Excerpted data:
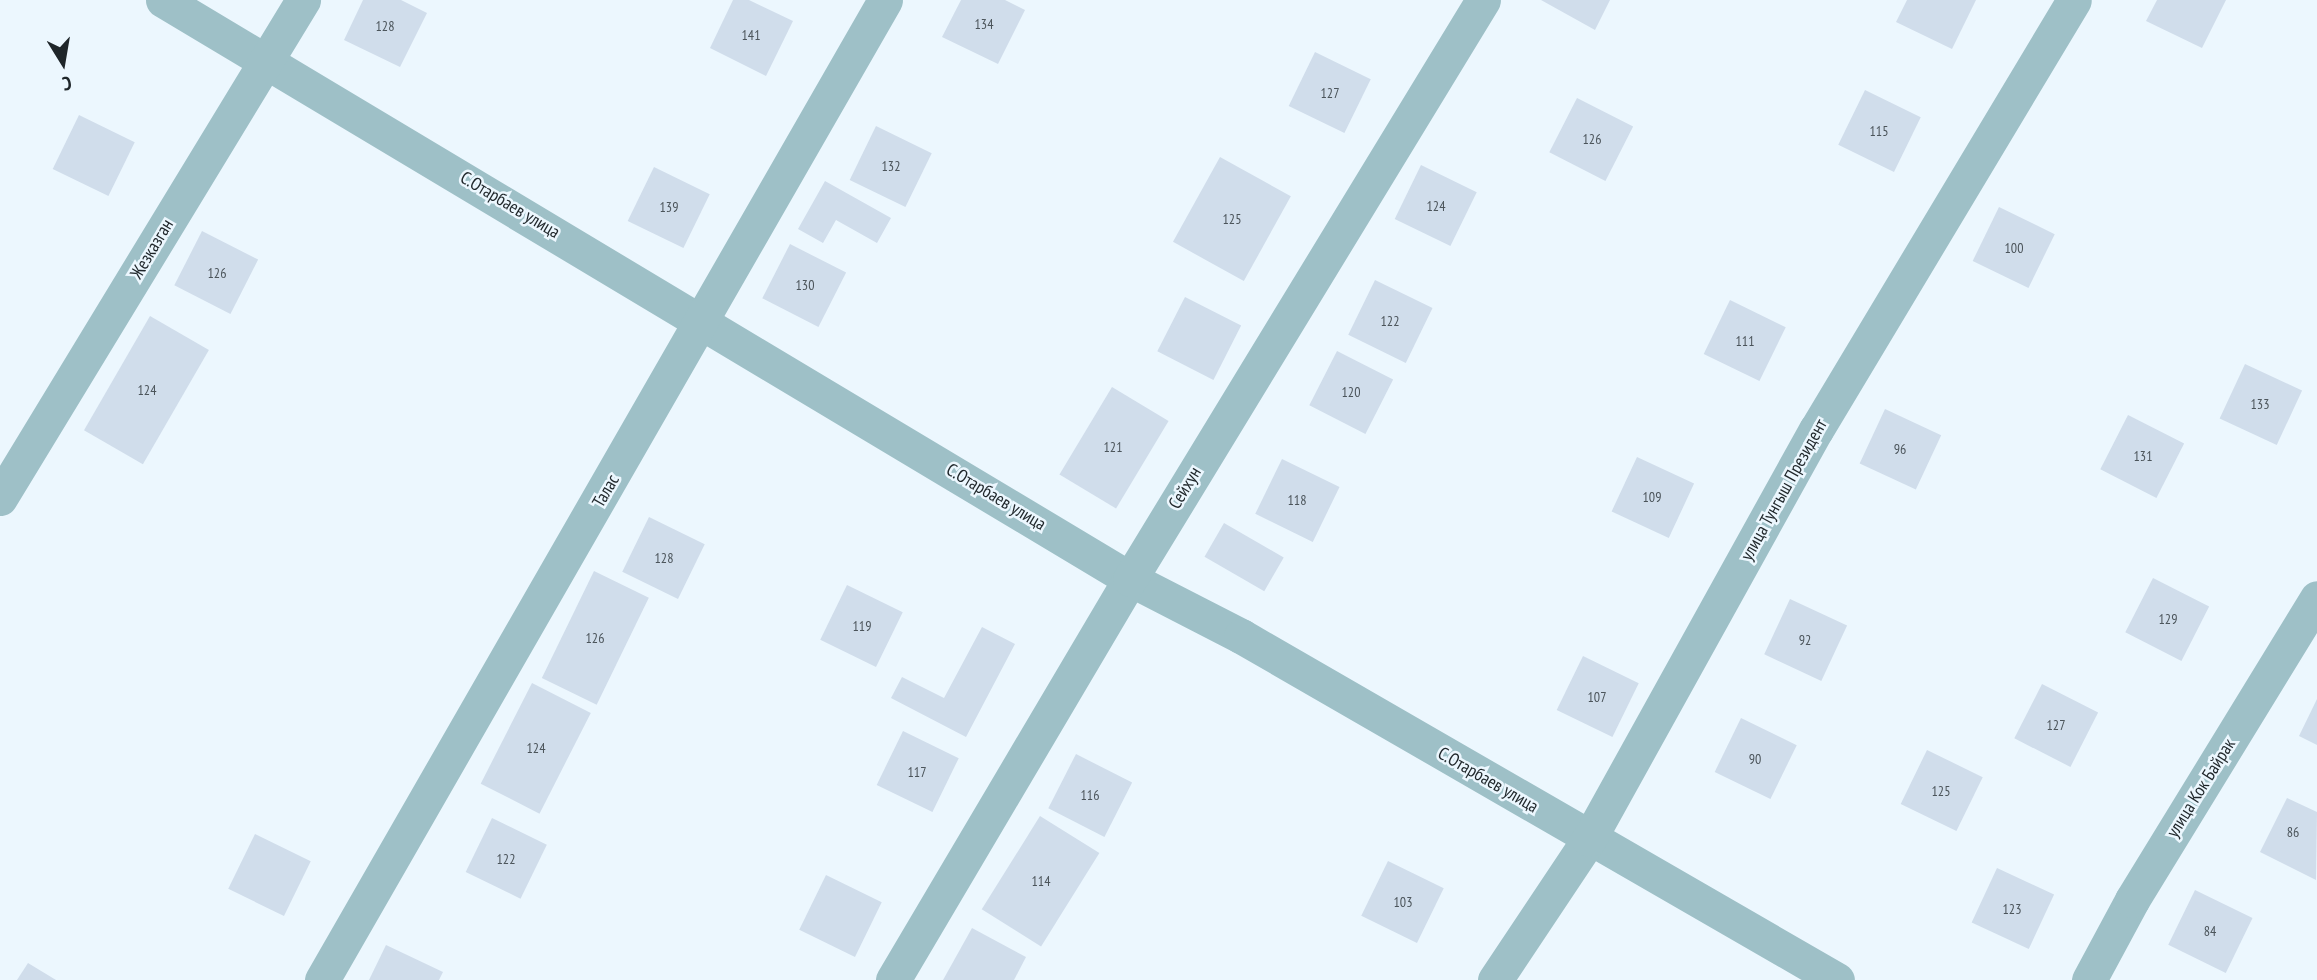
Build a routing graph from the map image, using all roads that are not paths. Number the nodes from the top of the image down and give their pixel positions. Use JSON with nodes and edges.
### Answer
{"nodes":[{"id":1,"x":163,"y":0,"type":"edge"},
{"id":2,"x":303,"y":0,"type":"edge"},
{"id":3,"x":885,"y":0,"type":"edge"},
{"id":4,"x":1483,"y":0,"type":"edge"},
{"id":5,"x":2074,"y":0,"type":"edge"},
{"id":6,"x":267,"y":61,"type":"junction"},
{"id":7,"x":704,"y":321,"type":"junction"},
{"id":8,"x":0,"y":498,"type":"edge"},
{"id":9,"x":1130,"y":579,"type":"junction"},
{"id":10,"x":2317,"y":598,"type":"edge"},
{"id":11,"x":1589,"y":839,"type":"junction"},
{"id":12,"x":322,"y":980,"type":"edge"},
{"id":13,"x":893,"y":980,"type":"edge"},
{"id":14,"x":1495,"y":980,"type":"edge"},
{"id":15,"x":1837,"y":980,"type":"edge"},
{"id":16,"x":2089,"y":980,"type":"edge"}],
"edges":[{"from":1,"to":6,"type":"street","name":"С.Отарбаев улица"},
{"from":2,"to":6,"type":"street","name":"Жезказган"},
{"from":3,"to":7,"type":"street","name":"Талас"},
{"from":4,"to":9,"type":"street","name":"Сейхун"},
{"from":5,"to":11,"type":"street","name":"улица Тунгыш Президент"},
{"from":6,"to":7,"type":"street","name":"С.Отарбаев улица"},
{"from":6,"to":8,"type":"street","name":"Жезказган"},
{"from":7,"to":9,"type":"street","name":"С.Отарбаев улица"},
{"from":7,"to":12,"type":"street","name":"Талас"},
{"from":9,"to":11,"type":"street","name":"С.Отарбаев улица"},
{"from":9,"to":13,"type":"street","name":"Сейхун"},
{"from":10,"to":16,"type":"street","name":"улица Кок Байрак"},
{"from":11,"to":14,"type":"street","name":"улица Тунгыш Президент"},
{"from":11,"to":15,"type":"street","name":"С.Отарбаев улица"}]}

What you are asked to do:
Write the records out again exactly; none of the pictures belong in the copy.

Result for this exercise:
Build a routing graph from the map image, using all roads that are not paths. Number the nodes from the top of the image down and give their pixel positions. Use JSON with nodes and edges.
### Answer
{"nodes":[{"id":1,"x":163,"y":0,"type":"edge"},
{"id":2,"x":303,"y":0,"type":"edge"},
{"id":3,"x":885,"y":0,"type":"edge"},
{"id":4,"x":1483,"y":0,"type":"edge"},
{"id":5,"x":2074,"y":0,"type":"edge"},
{"id":6,"x":267,"y":61,"type":"junction"},
{"id":7,"x":704,"y":321,"type":"junction"},
{"id":8,"x":0,"y":498,"type":"edge"},
{"id":9,"x":1130,"y":579,"type":"junction"},
{"id":10,"x":2317,"y":598,"type":"edge"},
{"id":11,"x":1589,"y":839,"type":"junction"},
{"id":12,"x":322,"y":980,"type":"edge"},
{"id":13,"x":893,"y":980,"type":"edge"},
{"id":14,"x":1495,"y":980,"type":"edge"},
{"id":15,"x":1837,"y":980,"type":"edge"},
{"id":16,"x":2089,"y":980,"type":"edge"}],
"edges":[{"from":1,"to":6,"type":"street","name":"С.Отарбаев улица"},
{"from":2,"to":6,"type":"street","name":"Жезказган"},
{"from":3,"to":7,"type":"street","name":"Талас"},
{"from":4,"to":9,"type":"street","name":"Сейхун"},
{"from":5,"to":11,"type":"street","name":"улица Тунгыш Президент"},
{"from":6,"to":7,"type":"street","name":"С.Отарбаев улица"},
{"from":6,"to":8,"type":"street","name":"Жезказган"},
{"from":7,"to":9,"type":"street","name":"С.Отарбаев улица"},
{"from":7,"to":12,"type":"street","name":"Талас"},
{"from":9,"to":11,"type":"street","name":"С.Отарбаев улица"},
{"from":9,"to":13,"type":"street","name":"Сейхун"},
{"from":10,"to":16,"type":"street","name":"улица Кок Байрак"},
{"from":11,"to":14,"type":"street","name":"улица Тунгыш Президент"},
{"from":11,"to":15,"type":"street","name":"С.Отарбаев улица"}]}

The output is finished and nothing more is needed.